- [Problem details]: How do the lines below between the ones holding "thumb tip: (888, 850)" and "middle pip: (964, 795)", inclusive, read? Give them again exactly, with no other lines.

- [Saved entries]:
_ _ _ _ _ _ _

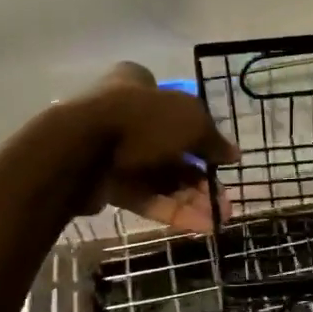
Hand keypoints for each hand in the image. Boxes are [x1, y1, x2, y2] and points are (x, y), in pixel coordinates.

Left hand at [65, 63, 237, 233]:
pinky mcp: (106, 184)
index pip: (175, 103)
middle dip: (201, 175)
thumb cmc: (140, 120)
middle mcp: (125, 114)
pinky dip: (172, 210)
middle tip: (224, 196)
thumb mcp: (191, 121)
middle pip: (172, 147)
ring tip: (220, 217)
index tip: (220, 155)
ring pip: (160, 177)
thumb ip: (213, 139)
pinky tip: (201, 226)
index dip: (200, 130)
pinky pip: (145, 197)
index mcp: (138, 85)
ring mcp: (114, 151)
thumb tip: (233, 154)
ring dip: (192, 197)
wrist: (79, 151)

_ _ _ _ _ _ _

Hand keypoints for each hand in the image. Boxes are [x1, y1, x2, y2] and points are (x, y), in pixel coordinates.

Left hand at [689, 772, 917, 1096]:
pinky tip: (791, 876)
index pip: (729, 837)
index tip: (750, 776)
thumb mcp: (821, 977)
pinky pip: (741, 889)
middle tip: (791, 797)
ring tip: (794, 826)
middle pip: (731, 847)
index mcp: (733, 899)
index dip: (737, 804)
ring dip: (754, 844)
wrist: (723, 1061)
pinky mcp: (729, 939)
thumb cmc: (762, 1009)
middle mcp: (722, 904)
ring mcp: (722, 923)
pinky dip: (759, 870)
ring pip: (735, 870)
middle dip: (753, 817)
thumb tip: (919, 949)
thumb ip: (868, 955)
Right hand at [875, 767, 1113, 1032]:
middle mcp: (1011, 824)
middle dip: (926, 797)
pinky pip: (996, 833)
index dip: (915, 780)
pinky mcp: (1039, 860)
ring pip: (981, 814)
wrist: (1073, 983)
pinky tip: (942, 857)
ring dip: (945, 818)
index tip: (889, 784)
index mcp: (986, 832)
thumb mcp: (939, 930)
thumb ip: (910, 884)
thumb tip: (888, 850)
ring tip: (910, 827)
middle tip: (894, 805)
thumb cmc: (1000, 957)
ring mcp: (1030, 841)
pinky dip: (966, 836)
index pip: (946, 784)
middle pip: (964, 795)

_ _ _ _ _ _ _

- [Exercise solution]:
thumb tip: (888, 850)
ring tip: (910, 827)
middle tip: (894, 805)
thumb cmc: (1000, 957)
ring mcp: (1030, 841)
pinky dip: (966, 836)
index pip: (946, 784)
middle pip: (964, 795)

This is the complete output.